- **EXERCISE**: Consider each line of the material below and note whether it holds "dead". State how many do, and nothing else.

- **AVAILABLE DATA**:
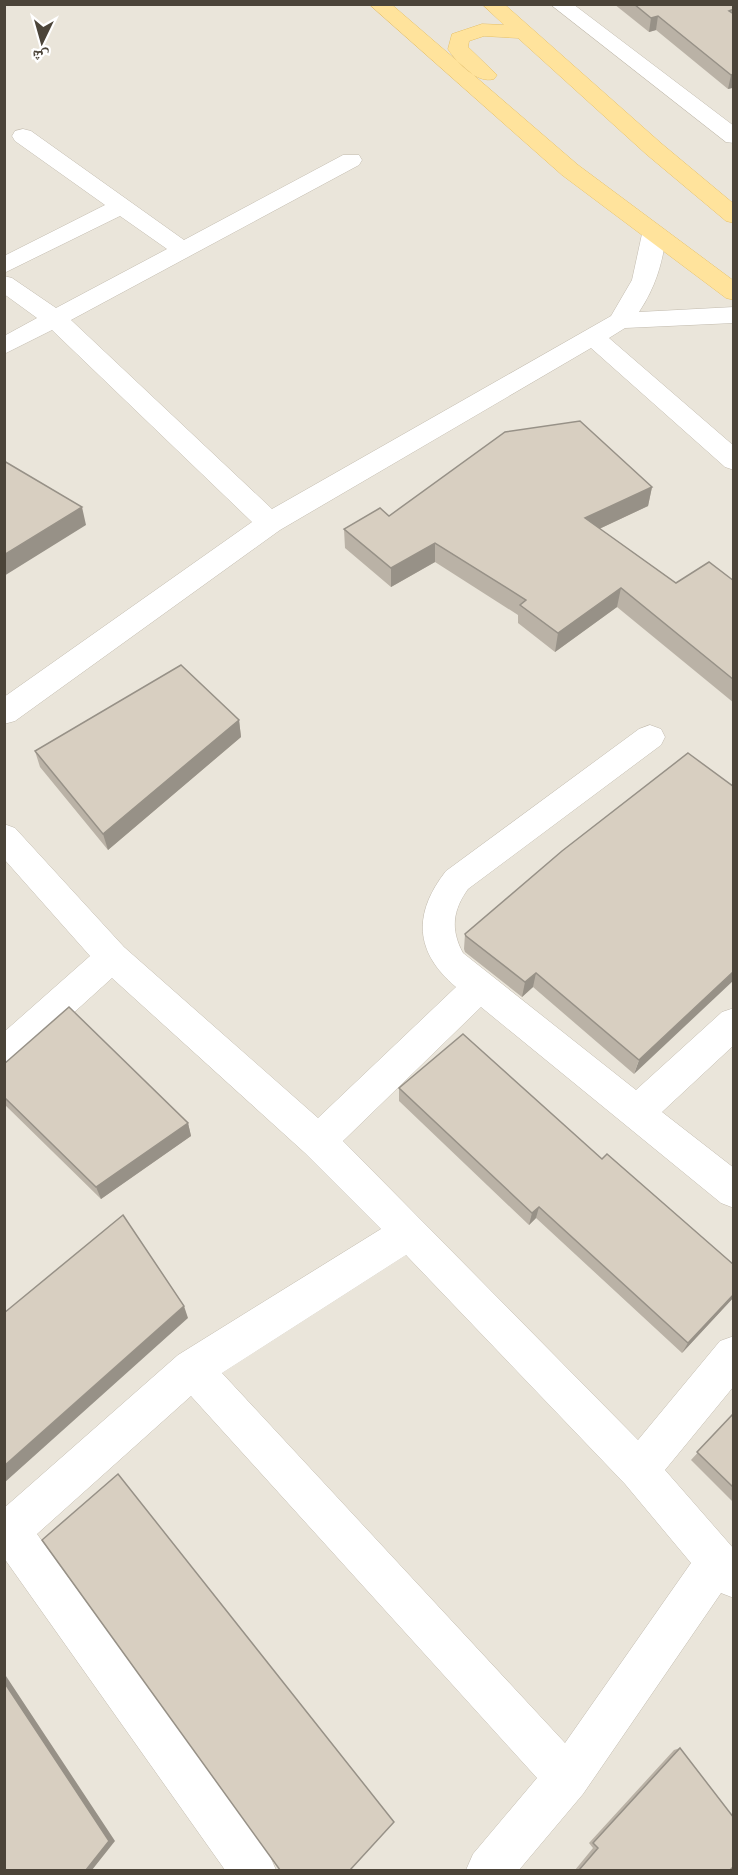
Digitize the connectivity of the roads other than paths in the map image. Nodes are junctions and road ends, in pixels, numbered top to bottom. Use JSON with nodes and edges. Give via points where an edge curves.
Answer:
{"nodes":[{"id":1,"x":379,"y":4,"type":"edge"},
{"id":2,"x":492,"y":4,"type":"edge"},
{"id":3,"x":560,"y":4,"type":"edge"},
{"id":4,"x":525,"y":32,"type":"junction"},
{"id":5,"x":524,"y":133,"type":"junction"},
{"id":6,"x":23,"y":136,"type":"dead end"},
{"id":7,"x":734,"y":137,"type":"edge"},
{"id":8,"x":351,"y":160,"type":"dead end"},
{"id":9,"x":121,"y":206,"type":"junction"},
{"id":10,"x":734,"y":216,"type":"edge"},
{"id":11,"x":654,"y":234,"type":"junction"},
{"id":12,"x":183,"y":250,"type":"junction"},
{"id":13,"x":4,"y":266,"type":"edge"},
{"id":14,"x":4,"y":283,"type":"edge"},
{"id":15,"x":734,"y":293,"type":"edge"},
{"id":16,"x":734,"y":315,"type":"edge"},
{"id":17,"x":55,"y":319,"type":"junction"},
{"id":18,"x":620,"y":321,"type":"junction"},
{"id":19,"x":594,"y":337,"type":"junction"},
{"id":20,"x":4,"y":346,"type":"edge"},
{"id":21,"x":734,"y":461,"type":"edge"},
{"id":22,"x":270,"y":523,"type":"junction"},
{"id":23,"x":4,"y":713,"type":"edge"},
{"id":24,"x":650,"y":737,"type":"dead end"},
{"id":25,"x":4,"y":837,"type":"edge"},
{"id":26,"x":111,"y":957,"type":"junction"},
{"id":27,"x":480,"y":986,"type":"junction"},
{"id":28,"x":734,"y":1023,"type":"edge"},
{"id":29,"x":4,"y":1054,"type":"edge"},
{"id":30,"x":637,"y":1112,"type":"junction"},
{"id":31,"x":318,"y":1141,"type":"junction"},
{"id":32,"x":734,"y":1191,"type":"edge"},
{"id":33,"x":409,"y":1232,"type":"junction"},
{"id":34,"x":734,"y":1355,"type":"edge"},
{"id":35,"x":192,"y":1369,"type":"junction"},
{"id":36,"x":639,"y":1470,"type":"junction"},
{"id":37,"x":8,"y":1534,"type":"edge"},
{"id":38,"x":725,"y":1569,"type":"edge"},
{"id":39,"x":567,"y":1778,"type":"junction"},
{"id":40,"x":253,"y":1870,"type":"edge"},
{"id":41,"x":489,"y":1870,"type":"edge"}],
"edges":[{"from":1,"to":5,"type":"main road"},
{"from":2,"to":4,"type":"main road"},
{"from":3,"to":7,"type":"street"},
{"from":4,"to":5,"type":"main road","via":[[482,30],[463,35],[457,42],[458,49],[514,100],[523,116]]},
{"from":4,"to":10,"type":"main road"},
{"from":5,"to":11,"type":"main road"},
{"from":6,"to":9,"type":"street"},
{"from":8,"to":12,"type":"street"},
{"from":9,"to":12,"type":"street"},
{"from":9,"to":13,"type":"street"},
{"from":11,"to":15,"type":"main road"},
{"from":11,"to":18,"type":"street","via":[[643,287]]},
{"from":12,"to":17,"type":"street"},
{"from":14,"to":17,"type":"street"},
{"from":16,"to":18,"type":"street"},
{"from":17,"to":20,"type":"street"},
{"from":17,"to":22,"type":"street"},
{"from":18,"to":19,"type":"street"},
{"from":19,"to":21,"type":"street"},
{"from":19,"to":22,"type":"street"},
{"from":22,"to":23,"type":"street"},
{"from":24,"to":27,"type":"street","via":[[458,880],[443,898],[436,919],[439,942],[451,963]]},
{"from":25,"to":26,"type":"street"},
{"from":26,"to":29,"type":"street"},
{"from":26,"to":31,"type":"street"},
{"from":27,"to":30,"type":"street"},
{"from":27,"to":31,"type":"street"},
{"from":28,"to":30,"type":"street"},
{"from":30,"to":32,"type":"street"},
{"from":31,"to":33,"type":"street"},
{"from":33,"to":35,"type":"street"},
{"from":33,"to":36,"type":"street"},
{"from":34,"to":36,"type":"street"},
{"from":35,"to":37,"type":"street"},
{"from":35,"to":39,"type":"street"},
{"from":36,"to":38,"type":"street"},
{"from":37,"to":40,"type":"street"},
{"from":38,"to":39,"type":"street"},
{"from":39,"to":41,"type":"street"}]}
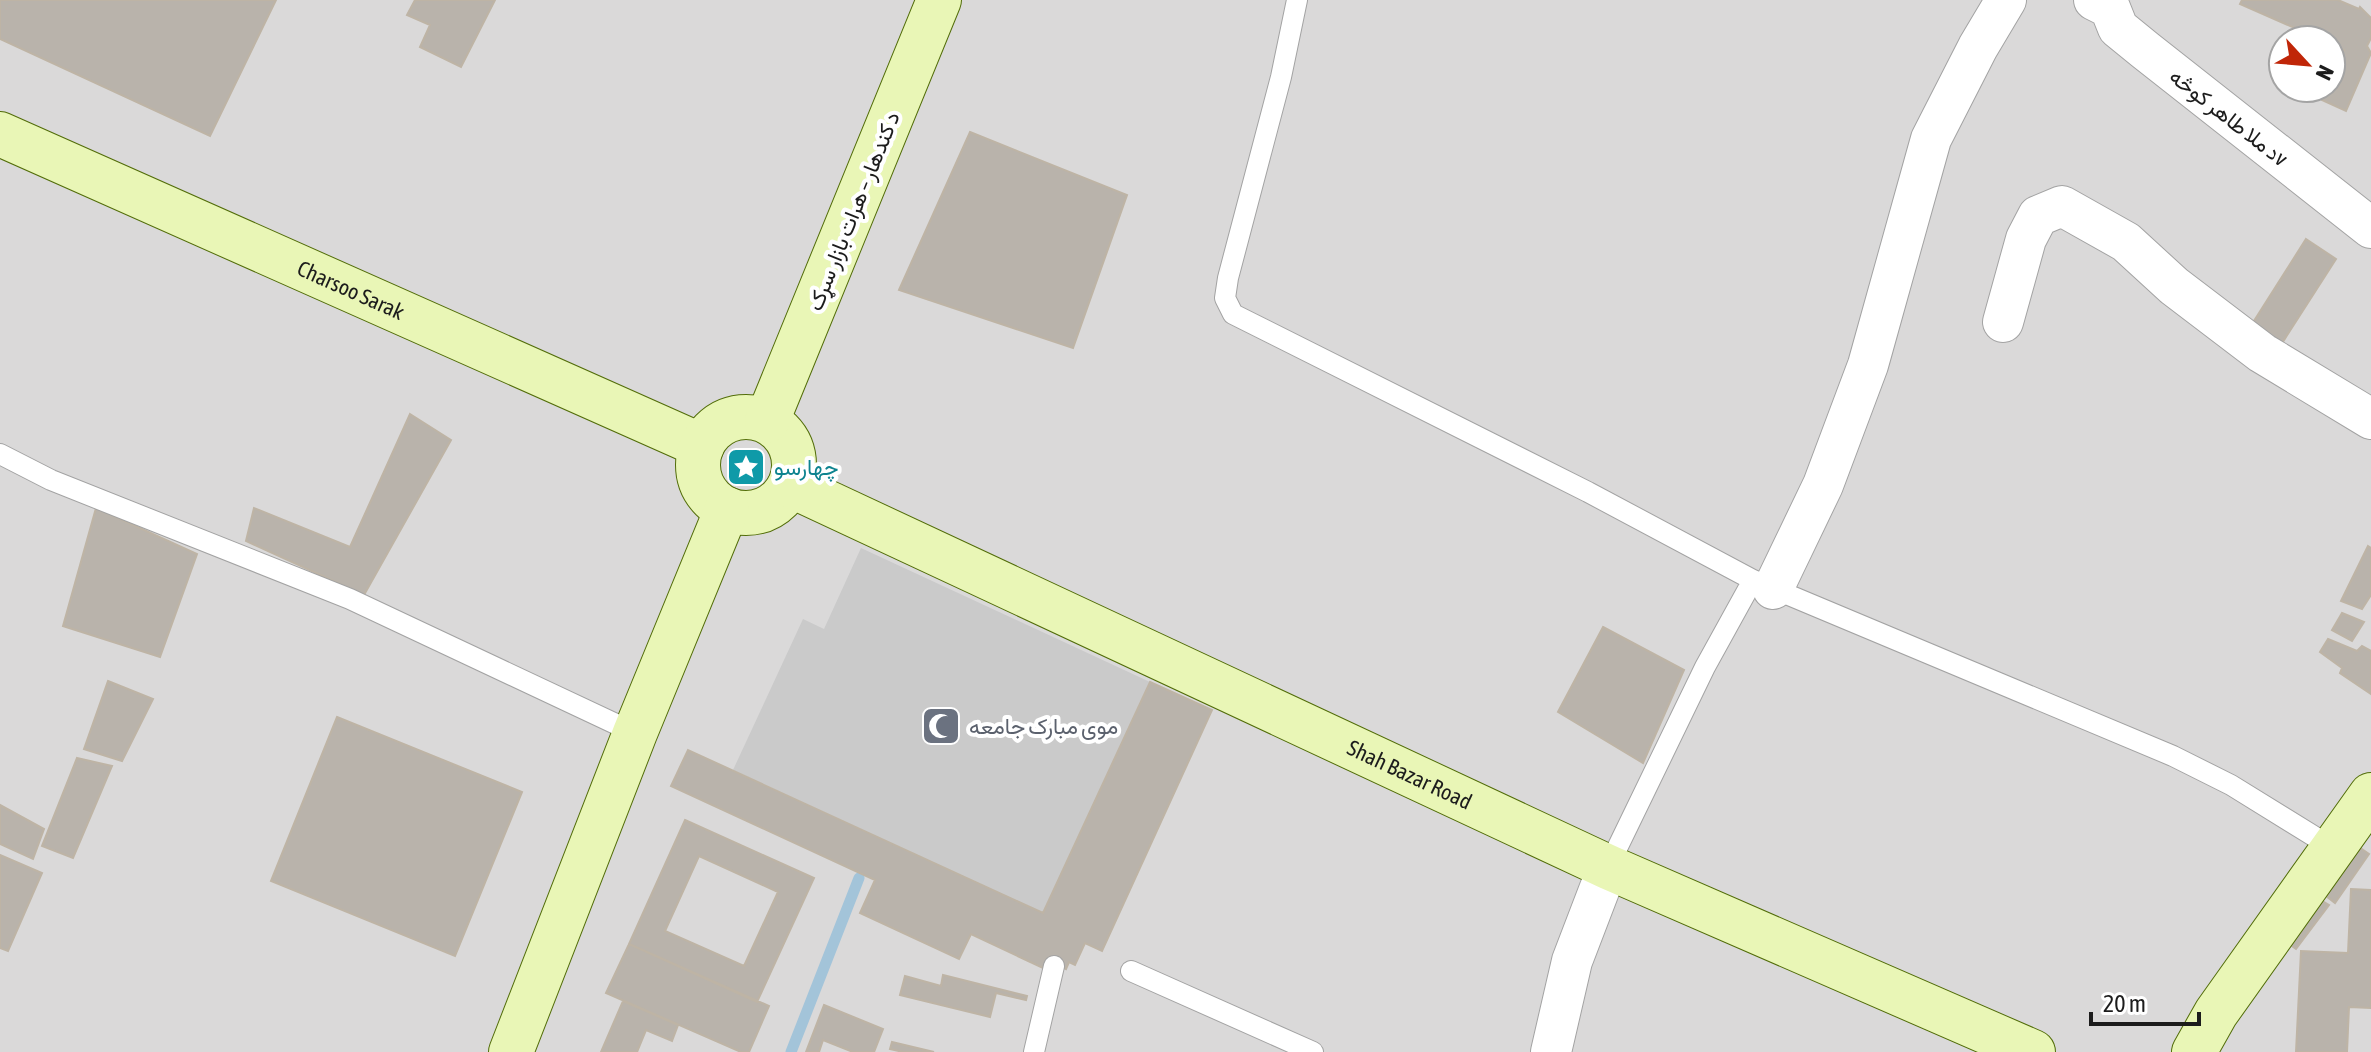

- **RESULT OF THIS TASK**: 3